# Gongylus Gongylodes pre-sub



## yeatzee (Mar 2, 2010)

Well My camera's mode dial has randomly scrambled, so the camera is going in for repair tomorrow  

I thought I'd give it one last hurrah incase i cant afford the repair costs


----------



## kamakiri (Mar 2, 2010)

Nice portrait  hope your camera comes out of surgery okay


----------



## yeatzee (Mar 2, 2010)

kamakiri said:


> Nice portrait  hope your camera comes out of surgery okay


Thanks, and I just hope I can afford the surgery  

here's another


----------



## kamakiri (Mar 2, 2010)

I'd crop and center that last one. Still a nice head shot.

How many of these do you have? I have 3 L6 and 1 L5...2 males and 2 females.


----------



## yeatzee (Mar 2, 2010)

kamakiri said:


> I'd crop and center that last one. Still a nice head shot.
> 
> How many of these do you have? I have 3 L6 and 1 L5...2 males and 2 females.


Woops, I uploaded the wrong one.... its been changed.
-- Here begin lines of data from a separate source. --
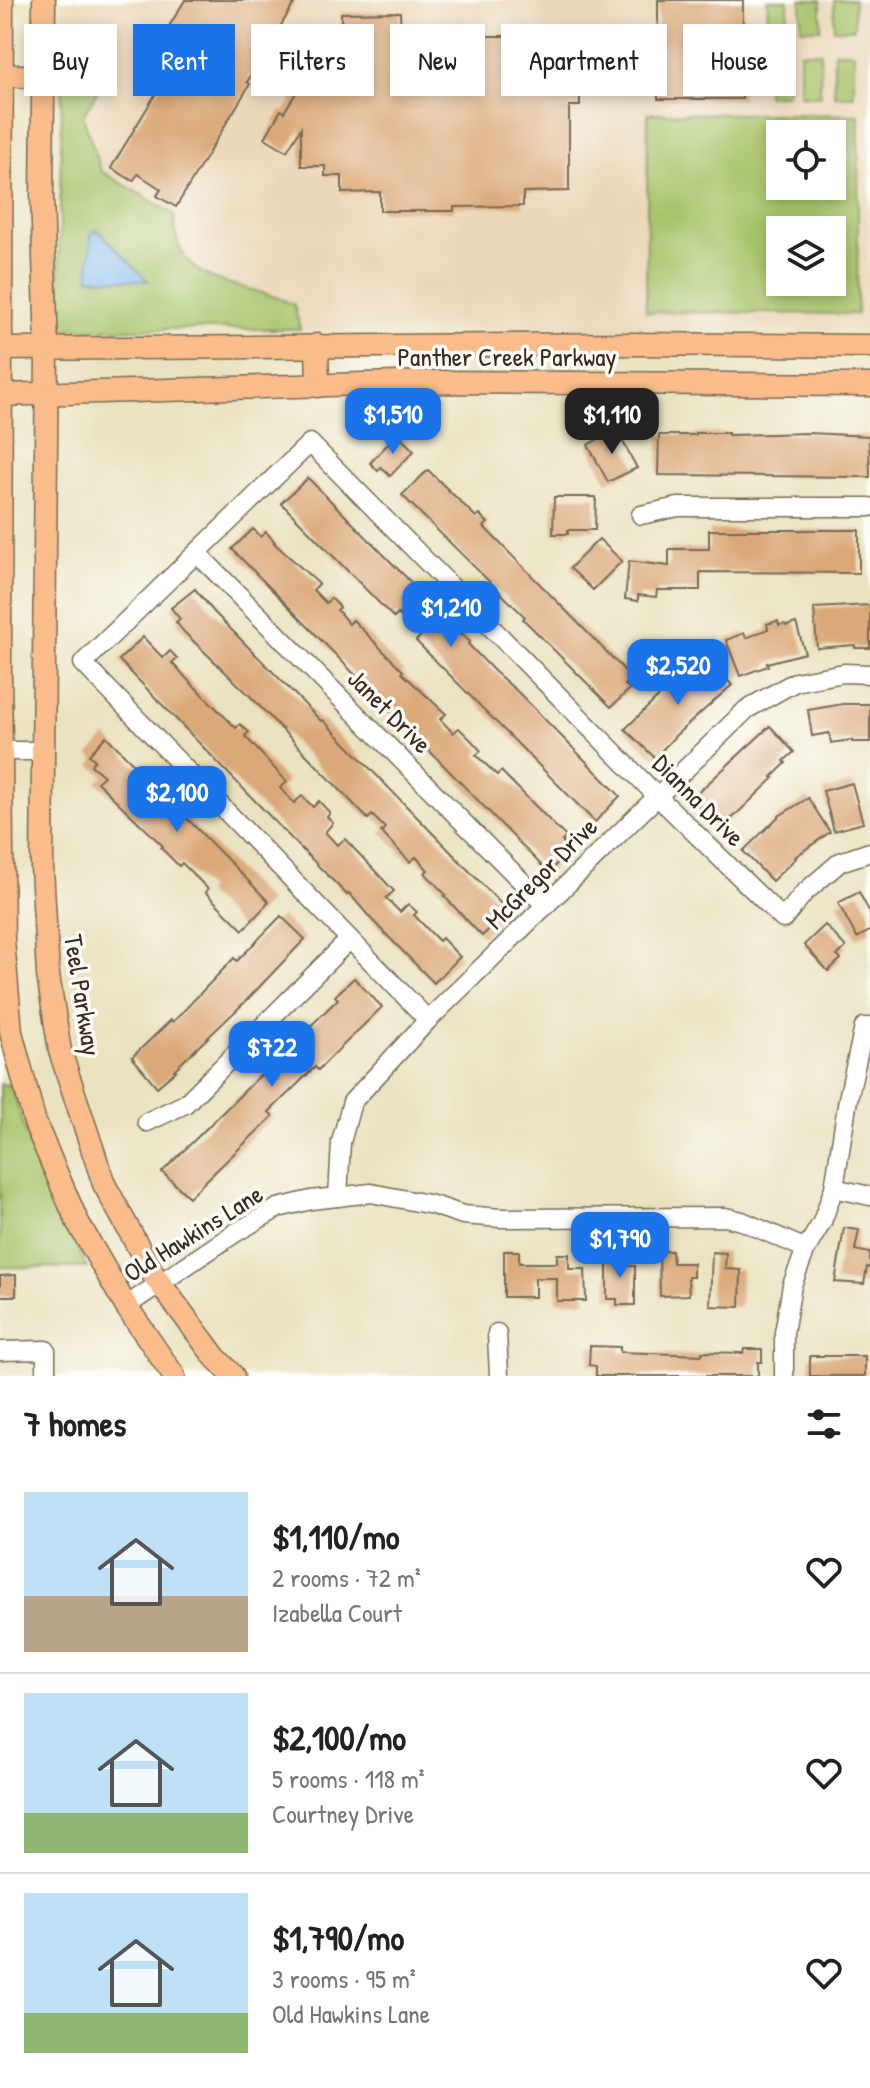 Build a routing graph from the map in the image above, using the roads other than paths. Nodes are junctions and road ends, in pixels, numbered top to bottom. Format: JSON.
{"nodes":[{"id":1,"x":2,"y":0,"type":"edge"},
{"id":2,"x":44,"y":0,"type":"edge"},
{"id":3,"x":44,"y":24,"type":"edge"},
{"id":4,"x":1,"y":75,"type":"edge"},
{"id":5,"x":24,"y":76,"type":"edge"},
{"id":6,"x":44,"y":96,"type":"edge"},
{"id":7,"x":633,"y":344,"type":"junction"},
{"id":8,"x":317,"y":345,"type":"junction"},
{"id":9,"x":870,"y":346,"type":"edge"},
{"id":10,"x":0,"y":349,"type":"edge"},
{"id":11,"x":47,"y":350,"type":"junction"},
{"id":12,"x":633,"y":383,"type":"junction"},
{"id":13,"x":870,"y":385,"type":"edge"},
{"id":14,"x":318,"y":386,"type":"junction"},
{"id":15,"x":0,"y":395,"type":"edge"},
{"id":16,"x":47,"y":395,"type":"junction"},
{"id":17,"x":870,"y":507,"type":"edge"},
{"id":18,"x":641,"y":515,"type":"dead end"},
{"id":19,"x":197,"y":553,"type":"junction"},
{"id":20,"x":870,"y":674,"type":"edge"},
{"id":21,"x":0,"y":751,"type":"edge"},
{"id":22,"x":44,"y":751,"type":"junction"},
{"id":23,"x":657,"y":796,"type":"junction"},
{"id":24,"x":870,"y":852,"type":"edge"},
{"id":25,"x":546,"y":906,"type":"junction"},
{"id":26,"x":350,"y":939,"type":"junction"},
{"id":27,"x":428,"y":1020,"type":"junction"},
{"id":28,"x":867,"y":1027,"type":"edge"},
{"id":29,"x":147,"y":1122,"type":"dead end"},
{"id":30,"x":834,"y":1188,"type":"junction"},
{"id":31,"x":870,"y":1196,"type":"edge"},
{"id":32,"x":338,"y":1197,"type":"junction"},
{"id":33,"x":806,"y":1249,"type":"junction"},
{"id":34,"x":160,"y":1284,"type":"junction"},
{"id":35,"x":126,"y":1306,"type":"junction"},
{"id":36,"x":497,"y":1333,"type":"dead end"},
{"id":37,"x":0,"y":1351,"type":"edge"},
{"id":38,"x":46,"y":1376,"type":"edge"},
{"id":39,"x":174,"y":1376,"type":"edge"},
{"id":40,"x":233,"y":1376,"type":"edge"},
{"id":41,"x":499,"y":1376,"type":"edge"},
{"id":42,"x":784,"y":1376,"type":"edge"}],
"edges":[{"from":1,"to":4,"type":"main road"},
{"from":2,"to":3,"type":"main road","name":"Teel Parkway"},
{"from":4,"to":5,"type":"main road"},
{"from":4,"to":10,"type":"main road"},
{"from":6,"to":11,"type":"main road","name":"Teel Parkway"},
{"from":7,"to":8,"type":"main road","name":"Panther Creek Parkway"},
{"from":7,"to":9,"type":"main road","name":"Panther Creek Parkway"},
{"from":7,"to":12,"type":"main road"},
{"from":8,"to":11,"type":"main road","name":"Panther Creek Parkway"},
{"from":8,"to":14,"type":"main road"},
{"from":10,"to":11,"type":"main road","name":"Panther Creek Parkway"},
{"from":10,"to":15,"type":"main road"},
{"from":11,"to":16,"type":"main road","name":"Teel Parkway"},
{"from":12,"to":13,"type":"main road","name":"Panther Creek Parkway"},
{"from":12,"to":14,"type":"main road","name":"Panther Creek Parkway"},
{"from":14,"to":16,"type":"main road","name":"Panther Creek Parkway"},
{"from":15,"to":16,"type":"main road","name":"Panther Creek Parkway"},
{"from":15,"to":21,"type":"main road"},
{"from":16,"to":22,"type":"main road","name":"Teel Parkway"},
{"from":17,"to":18,"type":"street"},
{"from":19,"to":23,"type":"street","name":"Dianna Drive"},
{"from":19,"to":25,"type":"street","name":"Janet Drive"},
{"from":19,"to":26,"type":"street"},
{"from":20,"to":23,"type":"street","name":"McGregor Drive"},
{"from":21,"to":22,"type":"street"},
{"from":21,"to":35,"type":"main road"},
{"from":22,"to":34,"type":"main road","name":"Teel Parkway"},
{"from":23,"to":24,"type":"street","name":"Dianna Drive"},
{"from":23,"to":25,"type":"street","name":"McGregor Drive"},
{"from":25,"to":27,"type":"street","name":"McGregor Drive"},
{"from":26,"to":27,"type":"street"},
{"from":26,"to":29,"type":"street"},
{"from":27,"to":32,"type":"street","name":"McGregor Drive"},
{"from":28,"to":30,"type":"street"},
{"from":30,"to":31,"type":"street"},
{"from":30,"to":33,"type":"street"},
{"from":32,"to":33,"type":"street","name":"Old Hawkins Lane"},
{"from":32,"to":34,"type":"street","name":"Old Hawkins Lane"},
{"from":33,"to":42,"type":"street"},
{"from":34,"to":35,"type":"street","name":"Old Hawkins Lane"},
{"from":34,"to":40,"type":"main road","name":"Teel Parkway"},
{"from":35,"to":39,"type":"main road"},
{"from":36,"to":41,"type":"street"},
{"from":37,"to":38,"type":"street"}]}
I have 8, and I believe this one and one other are pre-sub and the others are due to molt like these two any day now. Im not sure what instar I got them so I really cant say for sure.


----------



## Katnapper (Mar 3, 2010)

Pics look great to me.... I'm wondering what the heck is wrong with your camera settings if they come out this good.


----------



## yeatzee (Mar 3, 2010)

Katnapper said:


> Pics look great to me.... I'm wondering what the heck is wrong with your camera settings if they come out this good.


Well the mode dial is scrambled. The only mode I actually use that still works as it should is M mode. For example, AV mode shows up as an auto scene mode..... Fine for macro but for exeryday use


----------



## Ricky Ortiz (Mar 4, 2010)

very nice shots what kinda camera gear you playin with?


----------



## yeatzee (Mar 4, 2010)

Ricky Ortiz said:


> very nice shots what kinda camera gear you playin with?


For these, just my Pentax K200d and sigma 105mm macro with off camera flash.


----------



## hibiscusmile (Mar 4, 2010)

Nice, I can fix camera... NOT! just kidding! :tt2:


----------



## yeatzee (Mar 4, 2010)

Just screwing around with some off camera lighting going for that alien look....


----------



## yeatzee (Mar 4, 2010)

and another


----------



## yeatzee (Mar 4, 2010)

Constructive criticism welcome


----------



## Rick (Mar 5, 2010)

Love those closeups.


----------



## ABbuggin (Mar 5, 2010)

Great pics. B)


----------



## neps (Mar 6, 2010)

Superb! Thanks for posting these images!


----------